Heavy CAPEX doesn't require no profits, but it can easily result in that.
If, over the long term, CAPEX spendings do not produce profits, it means that the purchased assets did not produce enough payoff to compensate for their depreciation charges. You could argue with the accounting depreciation rules (i.e. how much needs to be written off per year, i.e. you think the asset is longer lived than the accounting rules say), but the general idea stands - it is a sign of bad capital allocation.
If the profits from the CAPEX just get plowed into more CAPEX, though, you could end up looking like you don't have profits for decades, and it isn't necessarily a problem as long as you're growing.

Edit: What I'm saying is that profit is a lagging indicator of CAPEX, and your lack of profit now could be the result of bad CAPEX 5 years ago, or good CAPEX 5 years ago, plus aggressive new CAPEX now.

I think you don't know what "profits" are, i.e. don't know accounting.

CAPEX is written down via depreciation charges over many years.

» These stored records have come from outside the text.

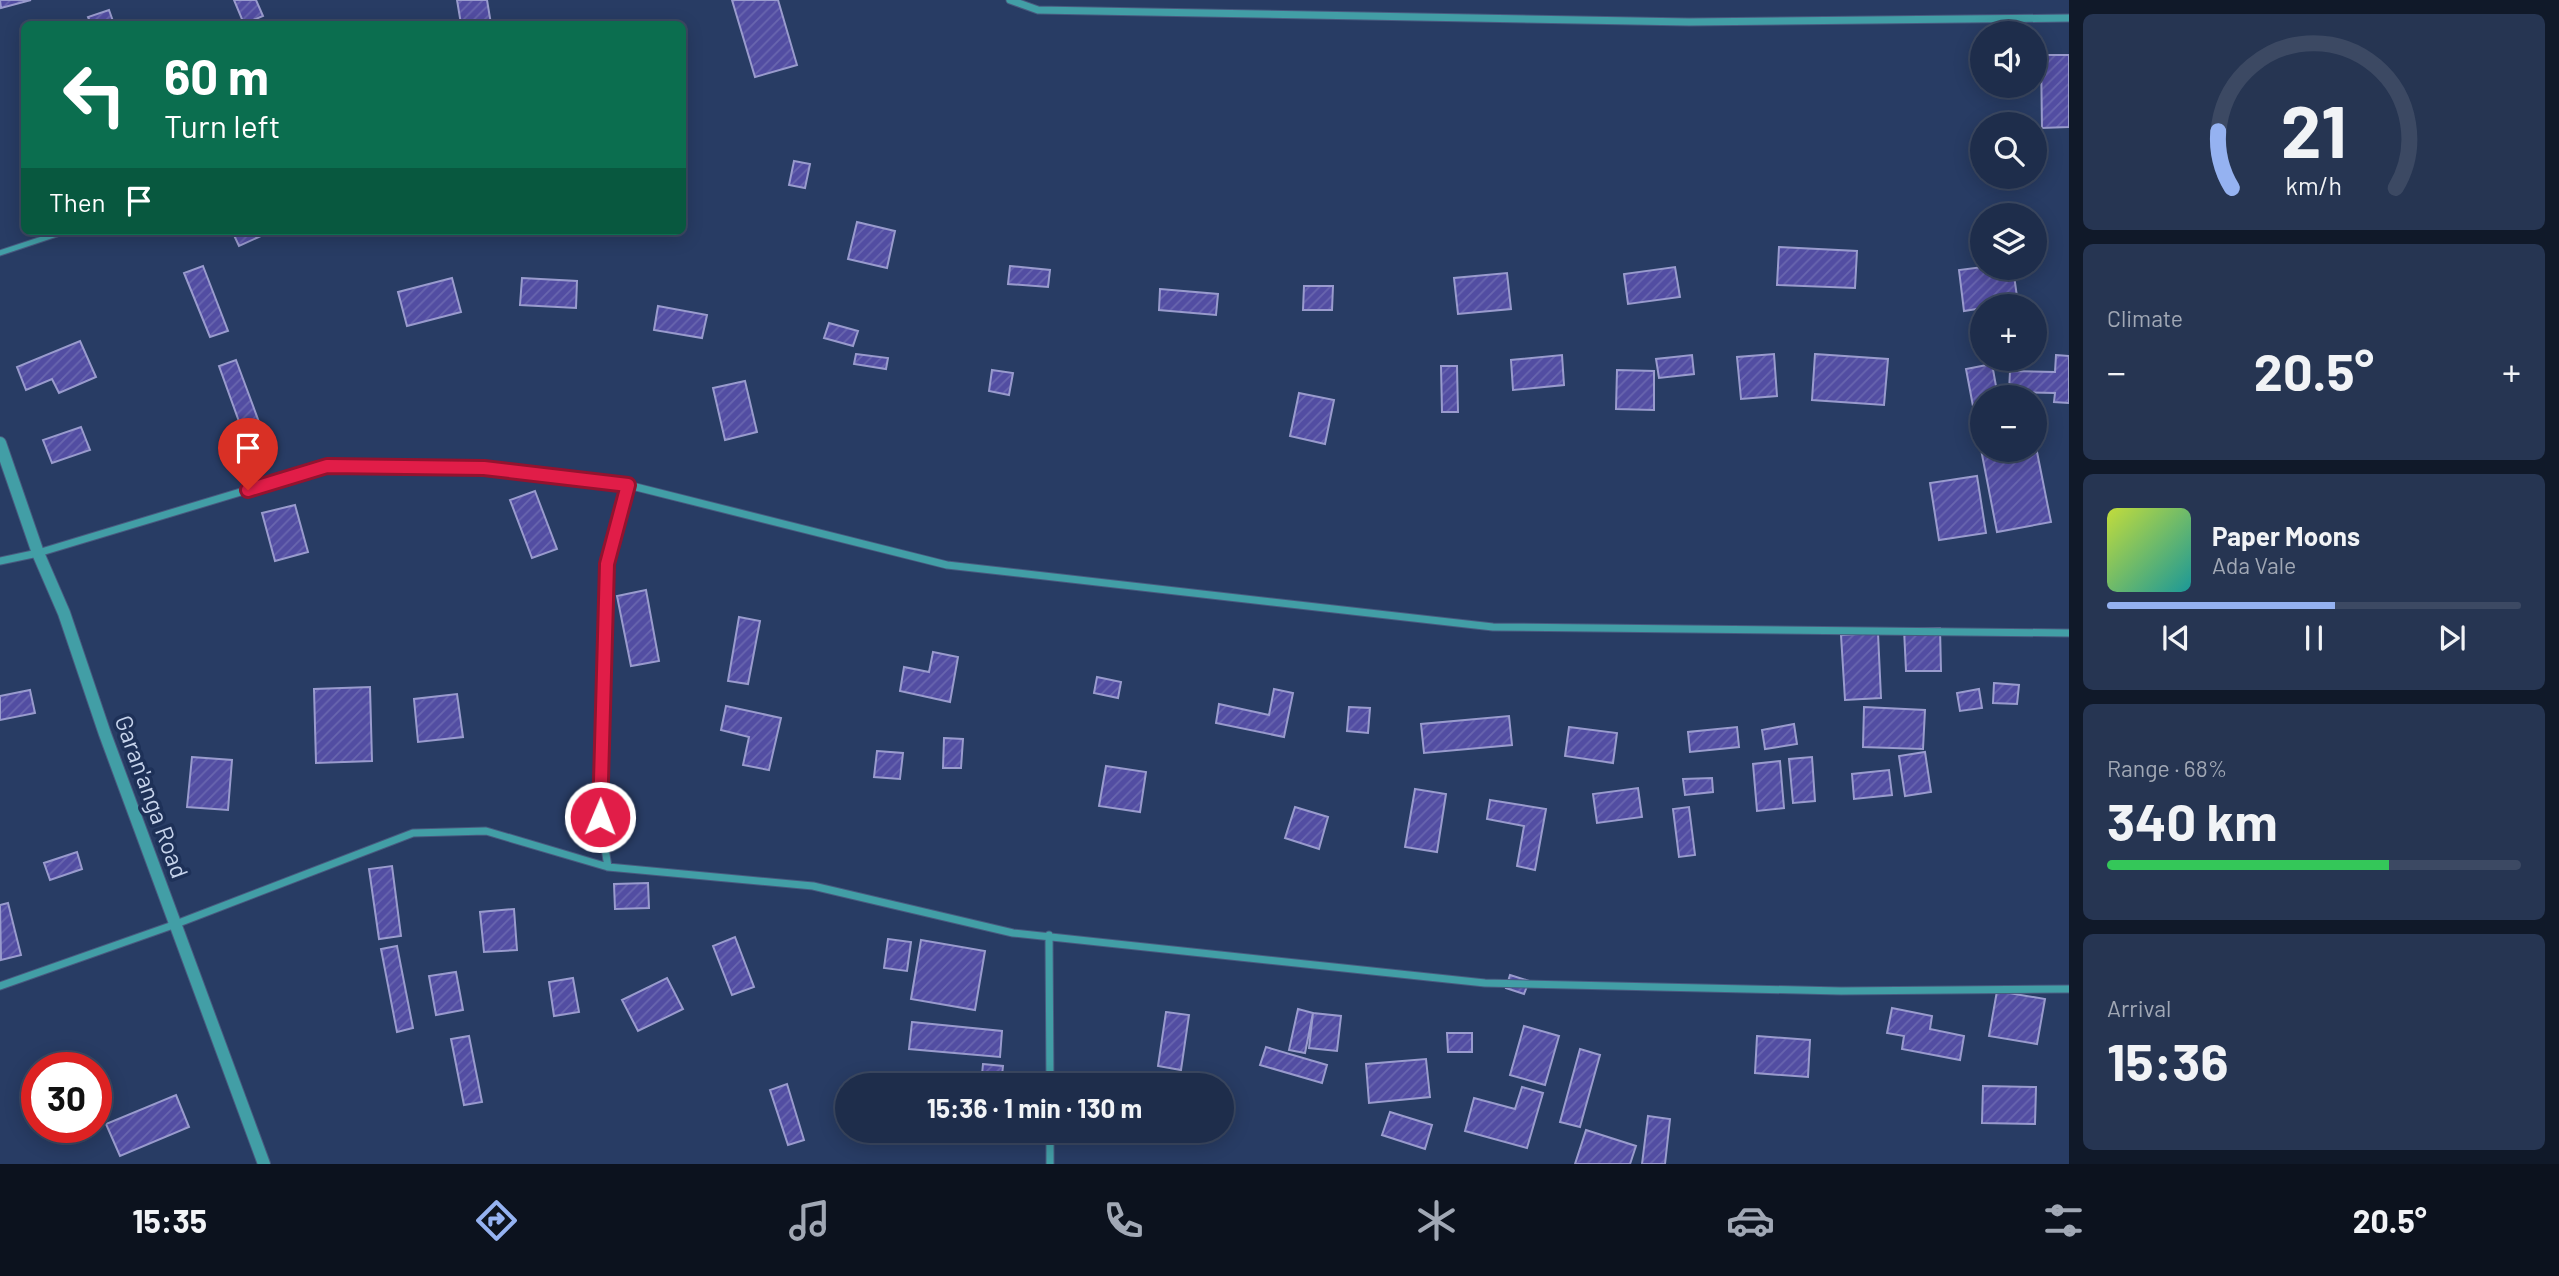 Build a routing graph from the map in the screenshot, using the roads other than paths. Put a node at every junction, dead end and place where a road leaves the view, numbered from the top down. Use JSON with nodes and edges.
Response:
{"nodes":[{"id":1,"x":1010,"y":0,"type":"edge"},
{"id":2,"x":2069,"y":18,"type":"edge"},
{"id":3,"x":54,"y":235,"type":"edge"},
{"id":4,"x":0,"y":253,"type":"edge"},
{"id":5,"x":0,"y":443,"type":"edge"},
{"id":6,"x":628,"y":485,"type":"junction"},
{"id":7,"x":38,"y":553,"type":"junction"},
{"id":8,"x":0,"y":561,"type":"edge"},
{"id":9,"x":2069,"y":633,"type":"edge"},
{"id":10,"x":608,"y":867,"type":"junction"},
{"id":11,"x":176,"y":924,"type":"junction"},
{"id":12,"x":1049,"y":935,"type":"junction"},
{"id":13,"x":0,"y":986,"type":"edge"},
{"id":14,"x":2069,"y":989,"type":"edge"},
{"id":15,"x":1050,"y":1073,"type":"edge"},
{"id":16,"x":1050,"y":1143,"type":"edge"},
{"id":17,"x":264,"y":1164,"type":"edge"},
{"id":18,"x":1050,"y":1164,"type":"edge"}],
"edges":[{"from":1,"to":2,"type":"street"},
{"from":3,"to":4,"type":"lane"},
{"from":5,"to":7,"type":"street","name":"Garan'anga Road"},
{"from":6,"to":7,"type":"street"},
{"from":6,"to":9,"type":"street"},
{"from":6,"to":10,"type":"street"},
{"from":7,"to":8,"type":"street"},
{"from":7,"to":11,"type":"street","name":"Garan'anga Road"},
{"from":10,"to":11,"type":"street"},
{"from":10,"to":12,"type":"street"},
{"from":11,"to":13,"type":"street"},
{"from":11,"to":17,"type":"street","name":"Garan'anga Road"},
{"from":12,"to":14,"type":"street"},
{"from":12,"to":15,"type":"street"},
{"from":16,"to":18,"type":"street"}]}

I.e. if you buy something for $1M, and it has an accounting life of 10 years, you book $100k losses per year.

What you're thinking about is called "cash flow", not "profits".

Is this not basically what Amazon did? Massive capital expenditures with cascading depreciation that wiped out profits while increasing cash flow until they got to a certain size and decreased CAPEX and recognized profits?
>>If, over the long term, CAPEX spendings do not produce profits, it means that the purchased assets did not produce enough payoff to compensate for their depreciation charges.

Even if CAPEX generates profits, if the returns were lower than your capital cost then company would have been better off not investing and returning that instead to shareholders.

Yes, that's the 101 of being a capital allocator, like a CEO or a CFO. Only invest into anything if the returns exceed your cost of capital.

Presentation on this very topic: https://youtu.be/c20_S-QgvsA?t=730

Shareholders would be better off, not company better off. Wage earners in the company got paid.